The Baker administration projects that a three-month ban on retail nicotine and marijuana vaping products has the potential to cost private businesses $7 million to $8 million in sales.
The estimate was included in paperwork filed with Secretary of State William Galvin's office by the Department of Public Health on Monday. The filing was required to implement an emergency regulation in compliance with a Superior Court judge's order that questioned the way Gov. Charlie Baker implemented his temporary ban on vaping product sales in Massachusetts.
DPH officials said the ban would cost the state about $35,000, and the out-of-pocket cost to comply with the ban would be "minimal" for the private sector, but had the potential to cost store owners up to $8 million in lost sales. The American Vaping Association has said that nicotine vaping business owners in Massachusetts employ 2,500 people as part of a $331 million industry.
The administration did not distinguish in its estimates how much of the lost sales would come from nicotine products versus marijuana products, but $8 million would represent about 2.4 percent of total nicotine vaping product sales.

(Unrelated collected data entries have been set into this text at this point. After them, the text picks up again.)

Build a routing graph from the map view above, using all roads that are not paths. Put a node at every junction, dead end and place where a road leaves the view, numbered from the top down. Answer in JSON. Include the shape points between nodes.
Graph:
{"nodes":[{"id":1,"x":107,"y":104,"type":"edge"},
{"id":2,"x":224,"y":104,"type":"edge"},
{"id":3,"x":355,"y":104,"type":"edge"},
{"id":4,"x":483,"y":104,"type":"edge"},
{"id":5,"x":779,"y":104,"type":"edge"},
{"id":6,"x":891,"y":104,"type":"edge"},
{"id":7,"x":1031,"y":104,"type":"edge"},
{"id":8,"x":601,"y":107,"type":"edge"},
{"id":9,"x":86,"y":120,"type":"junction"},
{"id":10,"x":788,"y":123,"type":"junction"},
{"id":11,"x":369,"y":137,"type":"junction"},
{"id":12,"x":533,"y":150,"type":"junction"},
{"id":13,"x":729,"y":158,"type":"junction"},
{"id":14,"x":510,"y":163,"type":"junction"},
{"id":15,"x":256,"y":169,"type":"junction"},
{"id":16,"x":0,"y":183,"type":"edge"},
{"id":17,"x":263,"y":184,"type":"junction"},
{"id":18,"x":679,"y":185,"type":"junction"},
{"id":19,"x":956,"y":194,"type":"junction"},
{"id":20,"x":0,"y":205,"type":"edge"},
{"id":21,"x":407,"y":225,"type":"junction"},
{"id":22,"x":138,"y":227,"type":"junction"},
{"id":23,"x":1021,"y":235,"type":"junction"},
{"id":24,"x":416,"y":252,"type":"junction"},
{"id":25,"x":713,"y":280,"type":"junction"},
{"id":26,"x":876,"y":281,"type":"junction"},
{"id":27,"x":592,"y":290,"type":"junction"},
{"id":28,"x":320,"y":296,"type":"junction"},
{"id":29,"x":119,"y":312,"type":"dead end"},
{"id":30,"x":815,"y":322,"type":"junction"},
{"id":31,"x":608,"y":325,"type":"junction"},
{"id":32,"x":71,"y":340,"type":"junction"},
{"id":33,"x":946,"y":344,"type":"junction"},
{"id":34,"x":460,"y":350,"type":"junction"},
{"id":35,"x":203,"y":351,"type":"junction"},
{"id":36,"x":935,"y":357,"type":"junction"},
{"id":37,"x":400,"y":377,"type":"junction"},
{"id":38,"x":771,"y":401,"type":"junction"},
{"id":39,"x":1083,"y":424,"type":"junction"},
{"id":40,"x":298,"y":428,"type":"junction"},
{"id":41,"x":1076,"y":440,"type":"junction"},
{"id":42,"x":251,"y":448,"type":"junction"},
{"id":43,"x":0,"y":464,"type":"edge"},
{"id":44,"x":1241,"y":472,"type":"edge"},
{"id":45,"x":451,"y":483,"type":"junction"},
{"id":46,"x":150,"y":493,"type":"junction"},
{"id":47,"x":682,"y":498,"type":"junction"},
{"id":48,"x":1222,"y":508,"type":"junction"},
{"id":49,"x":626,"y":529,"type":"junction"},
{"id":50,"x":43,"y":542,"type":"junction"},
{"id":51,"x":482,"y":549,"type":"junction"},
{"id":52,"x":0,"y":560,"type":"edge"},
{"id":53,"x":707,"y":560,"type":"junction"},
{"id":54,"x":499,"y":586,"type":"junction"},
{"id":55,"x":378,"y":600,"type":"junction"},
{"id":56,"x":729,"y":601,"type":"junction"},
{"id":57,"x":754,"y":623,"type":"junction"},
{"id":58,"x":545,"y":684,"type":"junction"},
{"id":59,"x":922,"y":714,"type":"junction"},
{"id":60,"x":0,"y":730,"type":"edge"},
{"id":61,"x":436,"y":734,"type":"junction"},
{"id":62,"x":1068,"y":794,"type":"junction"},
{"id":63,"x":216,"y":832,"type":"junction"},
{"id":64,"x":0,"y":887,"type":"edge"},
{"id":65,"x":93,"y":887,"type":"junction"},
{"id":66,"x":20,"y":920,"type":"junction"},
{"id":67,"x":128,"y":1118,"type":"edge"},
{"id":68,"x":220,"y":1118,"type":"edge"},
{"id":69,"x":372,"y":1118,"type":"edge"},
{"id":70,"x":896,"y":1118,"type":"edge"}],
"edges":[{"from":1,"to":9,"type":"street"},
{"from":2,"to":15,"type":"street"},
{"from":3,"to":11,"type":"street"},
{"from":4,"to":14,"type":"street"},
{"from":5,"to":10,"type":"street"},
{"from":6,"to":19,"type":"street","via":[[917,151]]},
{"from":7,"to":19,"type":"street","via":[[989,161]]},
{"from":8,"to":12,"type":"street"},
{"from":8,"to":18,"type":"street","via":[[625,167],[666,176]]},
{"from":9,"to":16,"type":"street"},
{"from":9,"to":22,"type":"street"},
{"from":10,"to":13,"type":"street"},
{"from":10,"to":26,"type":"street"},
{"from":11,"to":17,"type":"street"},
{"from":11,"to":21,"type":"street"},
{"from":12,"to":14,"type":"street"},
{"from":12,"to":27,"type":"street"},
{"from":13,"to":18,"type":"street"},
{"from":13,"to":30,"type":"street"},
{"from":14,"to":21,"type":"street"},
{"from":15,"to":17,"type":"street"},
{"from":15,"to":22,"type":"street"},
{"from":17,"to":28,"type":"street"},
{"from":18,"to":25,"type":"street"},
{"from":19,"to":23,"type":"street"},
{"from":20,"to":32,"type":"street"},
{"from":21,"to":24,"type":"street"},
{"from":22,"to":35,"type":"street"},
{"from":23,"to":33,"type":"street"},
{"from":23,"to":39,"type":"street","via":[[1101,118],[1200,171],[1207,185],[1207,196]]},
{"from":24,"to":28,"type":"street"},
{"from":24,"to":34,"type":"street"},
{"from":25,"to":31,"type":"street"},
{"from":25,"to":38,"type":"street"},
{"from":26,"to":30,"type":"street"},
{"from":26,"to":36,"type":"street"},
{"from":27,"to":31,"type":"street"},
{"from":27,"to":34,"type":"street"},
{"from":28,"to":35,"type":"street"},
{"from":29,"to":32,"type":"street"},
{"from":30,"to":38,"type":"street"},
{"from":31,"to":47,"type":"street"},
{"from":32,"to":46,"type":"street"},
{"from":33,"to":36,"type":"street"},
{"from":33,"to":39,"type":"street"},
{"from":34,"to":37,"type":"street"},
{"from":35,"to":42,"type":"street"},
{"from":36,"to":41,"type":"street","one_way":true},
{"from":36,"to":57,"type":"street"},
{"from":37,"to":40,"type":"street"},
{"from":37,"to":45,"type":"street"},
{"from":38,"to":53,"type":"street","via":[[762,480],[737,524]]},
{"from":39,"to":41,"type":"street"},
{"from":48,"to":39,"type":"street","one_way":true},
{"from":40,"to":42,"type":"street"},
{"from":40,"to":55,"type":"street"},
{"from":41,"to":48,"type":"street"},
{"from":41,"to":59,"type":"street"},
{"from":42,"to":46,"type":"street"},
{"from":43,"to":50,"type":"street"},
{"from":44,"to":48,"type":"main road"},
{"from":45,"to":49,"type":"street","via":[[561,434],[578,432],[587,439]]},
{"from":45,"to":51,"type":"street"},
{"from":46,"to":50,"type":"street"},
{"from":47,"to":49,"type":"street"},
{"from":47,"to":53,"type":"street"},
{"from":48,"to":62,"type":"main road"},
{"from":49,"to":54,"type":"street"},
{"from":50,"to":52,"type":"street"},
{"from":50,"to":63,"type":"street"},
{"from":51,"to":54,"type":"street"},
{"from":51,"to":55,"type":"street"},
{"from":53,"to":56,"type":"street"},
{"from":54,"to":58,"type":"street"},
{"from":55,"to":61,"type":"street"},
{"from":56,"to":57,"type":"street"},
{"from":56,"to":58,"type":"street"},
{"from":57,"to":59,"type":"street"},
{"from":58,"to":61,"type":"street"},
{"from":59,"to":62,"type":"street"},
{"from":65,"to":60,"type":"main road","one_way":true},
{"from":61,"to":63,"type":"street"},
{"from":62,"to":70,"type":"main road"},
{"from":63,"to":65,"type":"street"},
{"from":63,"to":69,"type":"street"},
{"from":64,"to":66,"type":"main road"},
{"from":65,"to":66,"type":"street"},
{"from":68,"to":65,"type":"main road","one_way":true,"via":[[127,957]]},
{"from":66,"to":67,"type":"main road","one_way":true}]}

The Vapor Technology Association and other local vape store owners sued the Baker administration seeking to have the ban overturned. In his ruling on the plaintiffs request for immediate relief from the ban, Judge Douglas Wilkins agreed that store owners "have certainly suffered, and will suffer, very great and irreparable financial impact" from the ban, but said the "balance of harm" weighs in the state's favor because of the threat to public health.